*** RECORDS FOR PROCESSING ***

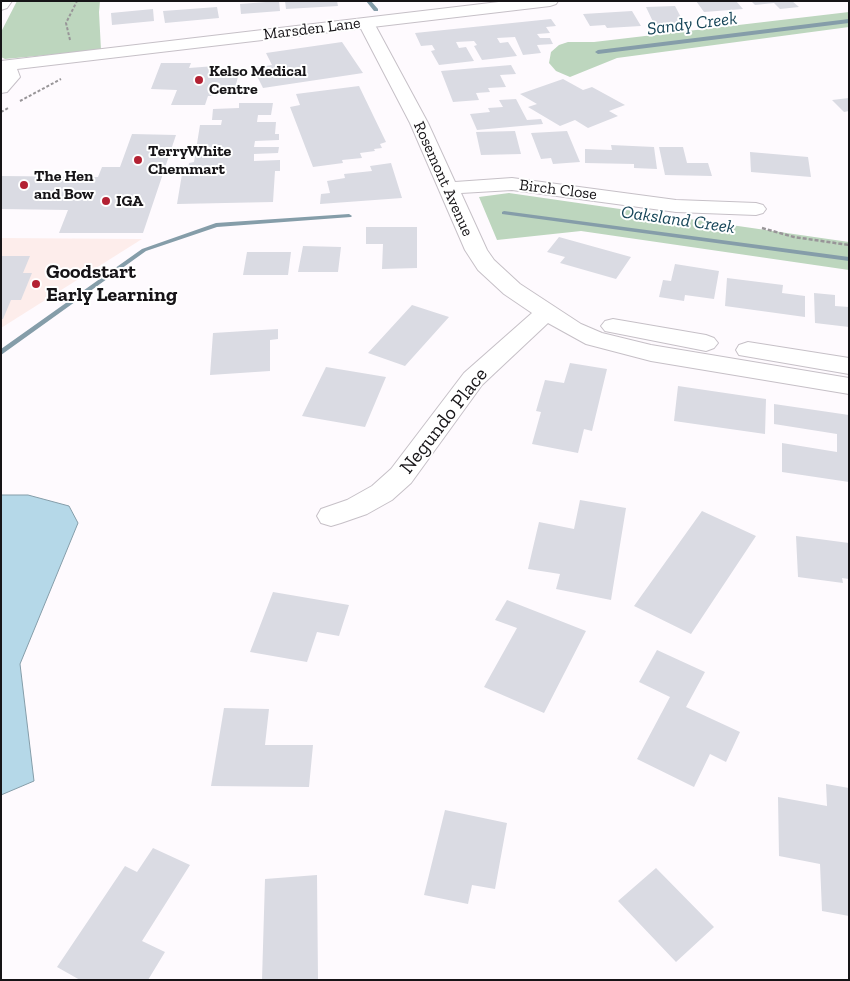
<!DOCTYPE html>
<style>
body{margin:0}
#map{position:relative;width:850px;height:981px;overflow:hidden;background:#fefafe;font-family:"Zilla Slab",serif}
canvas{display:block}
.frame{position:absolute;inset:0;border:2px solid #161417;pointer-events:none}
</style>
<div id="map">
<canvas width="850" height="981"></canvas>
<div class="frame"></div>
</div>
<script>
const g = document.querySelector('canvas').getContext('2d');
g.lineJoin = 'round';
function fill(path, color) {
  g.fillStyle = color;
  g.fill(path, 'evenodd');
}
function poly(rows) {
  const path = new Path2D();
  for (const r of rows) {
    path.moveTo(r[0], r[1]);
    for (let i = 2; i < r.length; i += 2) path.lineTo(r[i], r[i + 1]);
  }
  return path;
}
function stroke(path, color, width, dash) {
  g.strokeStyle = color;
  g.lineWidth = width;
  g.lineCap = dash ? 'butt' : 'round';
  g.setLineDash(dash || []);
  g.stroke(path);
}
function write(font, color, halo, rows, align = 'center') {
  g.font = font + ' "Zilla Slab",serif';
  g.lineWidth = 4;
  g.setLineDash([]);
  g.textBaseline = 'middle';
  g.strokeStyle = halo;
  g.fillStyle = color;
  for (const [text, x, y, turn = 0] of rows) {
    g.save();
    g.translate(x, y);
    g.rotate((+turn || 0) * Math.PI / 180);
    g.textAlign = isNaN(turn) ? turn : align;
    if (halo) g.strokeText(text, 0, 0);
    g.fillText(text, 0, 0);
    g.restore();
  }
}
fill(poly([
 [1,238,142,239,1,328]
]), '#fdedeb');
fill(poly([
 [17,1,100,1,99,12,101,50,5,59,1,57,1,32],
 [849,12,849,27,617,58,570,77,556,71,549,63,551,52,559,45,568,42,594,42],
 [509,193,849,242,849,270,581,231,497,240,479,197]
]), '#bdd6be');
const water = poly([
 [1,495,28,495,69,506,78,523,20,664,34,781,1,795,1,495]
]);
fill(water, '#b5d8e8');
stroke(water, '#859da9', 1);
fill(poly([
 [366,1,371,1,378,9,378,11,374,11,366,1],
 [849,19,849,23,598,54,595,52,598,50,849,19],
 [504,211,849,257,849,261,502,214,502,212,504,211],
 [349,214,352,216,351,217,217,227,146,251,1,355,1,349,142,249,216,223,349,214]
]), '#859da9');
fill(poly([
 [279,1,280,11,241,14,240,4],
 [285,1,337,1,338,6,286,9],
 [696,1,736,1,743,9,704,12],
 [751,1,792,1,799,7,780,9,774,3,755,5],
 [675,6,685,25,655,26,646,7],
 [217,7,219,18,165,23,163,11],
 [153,9,154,21,112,25,111,13],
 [632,11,641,26,607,28,605,25,590,26,583,14],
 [551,19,556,26,546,27,550,33,537,34,540,38,532,38,550,38,553,44,537,45,541,53,523,55,515,37,497,38,500,43,508,42,517,56,482,60,474,46,477,45,474,41,456,42,459,48,466,47,474,61,439,65,431,51,435,50,432,45,421,46,415,33],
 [342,42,363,73,263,88,253,68,272,65,266,53],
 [161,63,191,63,189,68,215,66,214,69,224,69,223,73,239,73,234,92,218,92,217,96,208,96,205,105,171,105,177,90,151,89],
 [511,65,516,74,500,75,506,87,488,88,490,92,476,93,479,100,453,102,441,71],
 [563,79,583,90,592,87,625,105,609,111,618,116,588,128,575,120,560,126,528,107,537,104,520,94],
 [359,86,386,142,380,144,382,148,374,149,375,151,360,153,362,158,342,160,343,163,313,167,290,107,300,105,296,94],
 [849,98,849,111,844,112,832,100],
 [516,99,527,120,541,119,543,124,477,130,470,114,490,112,488,108,503,107,499,100],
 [239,103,273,103,271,115,258,115,257,122,276,122,275,134,279,134,279,140,255,141,254,147,279,147,278,153,254,154,254,161,280,160,280,171,275,171,273,202,177,204,182,174,187,174,189,163,194,162,200,125,221,125,222,120,212,120,213,109,239,108],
 [515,131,521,154,481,155,476,132],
 [567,131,580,162,553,164,551,158,541,159,531,133],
 [132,134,176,135,143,233,59,233,68,210,1,209,1,176,98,177,102,167,120,167],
 [611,145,654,147,657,169,634,168,634,164,585,163,585,149,612,150],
 [659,147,683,147,687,163,708,163,712,176,665,175],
 [750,152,808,157,811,177,751,172],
 [391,163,402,198,320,204,321,194,330,193,327,181,345,178,344,174,372,171,370,166],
 [366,227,417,227,417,268,382,269,383,244,366,244],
 [559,237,631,257,616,279,560,263,565,257,547,252],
 [303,246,341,247,338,272,298,272],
 [247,252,291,252,288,275,243,275],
 [1,256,30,256,23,273,32,273,21,300,11,300,3,319,1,319],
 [675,264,719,271,714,299,685,295,684,301,659,297,663,280,671,281],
 [727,278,783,285,782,293,805,296,805,317,725,306],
 [814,293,835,295,835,306,849,307,849,327,815,323],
 [412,305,449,317,405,366,368,353],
 [278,329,278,339,270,340,270,371,210,375,213,333],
 [570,363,607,369,592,431,584,429,578,453,532,444,541,412,536,411,545,380,564,383],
 [326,367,386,377,365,427,302,416],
 [678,386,766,399,765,434,674,421],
 [774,404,849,415,849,482,782,472,782,443,837,452,837,434,774,424],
 [580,500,626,508,611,600,556,589,560,574,528,569,539,522,574,529],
 [702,511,756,536,691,634,634,606],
 [796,536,849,543,849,579,842,578,843,583,798,577],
 [273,592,349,605,339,636,317,632,307,662,250,652],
 [507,600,586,631,544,713,484,687,517,628,495,620],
 [657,650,705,672,686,707,740,732,726,762,710,754,694,787,637,759,670,697,639,682],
 [224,708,269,709,265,745,313,745,309,787,211,786],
 [826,784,849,788,849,916,822,911,820,864,779,856,778,797,827,806],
 [445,810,507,823,495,889,472,885,468,904,424,895],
 [153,848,190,865,142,941,165,952,148,980,80,980,57,967,125,866,137,872],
 [656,868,714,927,676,962,618,901],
 [317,875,318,980,262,980,265,879]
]), '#dadbe3');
const minor = poly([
 [366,18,372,20,374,23,428,123,455,182,512,178,676,200,756,203,763,205,766,209,763,213,756,215,676,212,512,190,461,193,487,250,494,260,520,284,581,324,602,333,651,345,849,378,849,394,651,361,586,344,548,323,482,385,411,483,392,500,367,514,341,523,331,526,321,523,317,516,321,509,347,500,372,486,391,469,464,373,532,313,504,294,478,270,465,250,410,123,358,23,360,20,366,18],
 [613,319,706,335,714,338,718,343,714,348,706,351,605,331,601,326,605,321,613,319],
 [748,342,849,358,849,374,739,355,736,350,739,345,748,342]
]);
const major = poly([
 [1,1,12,1,7,8,1,10,1,1],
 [507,1,558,1,556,4,550,6,17,69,20,77,7,92,1,93,1,61,507,1]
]);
stroke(minor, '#c6c0c7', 2);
stroke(major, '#c6c0c7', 2);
stroke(poly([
 [70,40,66,23,77,1],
 [20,101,61,79],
 [1,112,8,108]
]), '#989598', 2, [3, 2]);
stroke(poly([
 [762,228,794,237,849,245]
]), '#989598', 2.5, [4, 2]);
fill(minor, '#fff');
fill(major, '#fff');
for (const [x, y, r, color] of [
 [199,80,5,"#b32133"],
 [138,160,5,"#b32133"],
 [24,185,5,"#b32133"],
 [106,201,5,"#b32133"],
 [36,284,5,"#b32133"]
]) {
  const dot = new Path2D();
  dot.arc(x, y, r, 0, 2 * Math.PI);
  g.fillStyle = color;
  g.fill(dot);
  stroke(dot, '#fff', 2);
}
write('16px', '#161417', '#fff', [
 ["Marsden Lane",312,29,-7],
 ["Rosemont Avenue",443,179,66],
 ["Birch Close",558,190,7]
]);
write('bold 16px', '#161417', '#fff', [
 ["Kelso Medical",209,71],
 ["Centre",209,89],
 ["TerryWhite",148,151],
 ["Chemmart",148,169],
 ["The Hen",34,176],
 ["and Bow",34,194],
 ["IGA",116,201]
], 'left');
write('italic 18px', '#164558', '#fff', [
 ["Sandy Creek",692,24,-7],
 ["Oaksland Creek",678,220,8]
]);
write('bold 20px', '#161417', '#fff', [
 ["Goodstart",46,272],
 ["Early Learning",46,295]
], 'left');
write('20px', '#161417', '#fff', [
 ["Negundo Place",444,421,-52]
]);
</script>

*** End of RECORDS FOR PROCESSING ***

Please filter the entries for the word "rows" and copy the lines that have it.

function poly(rows) {
  for (const r of rows) {
function write(font, color, halo, rows, align = 'center') {
  for (const [text, x, y, turn = 0] of rows) {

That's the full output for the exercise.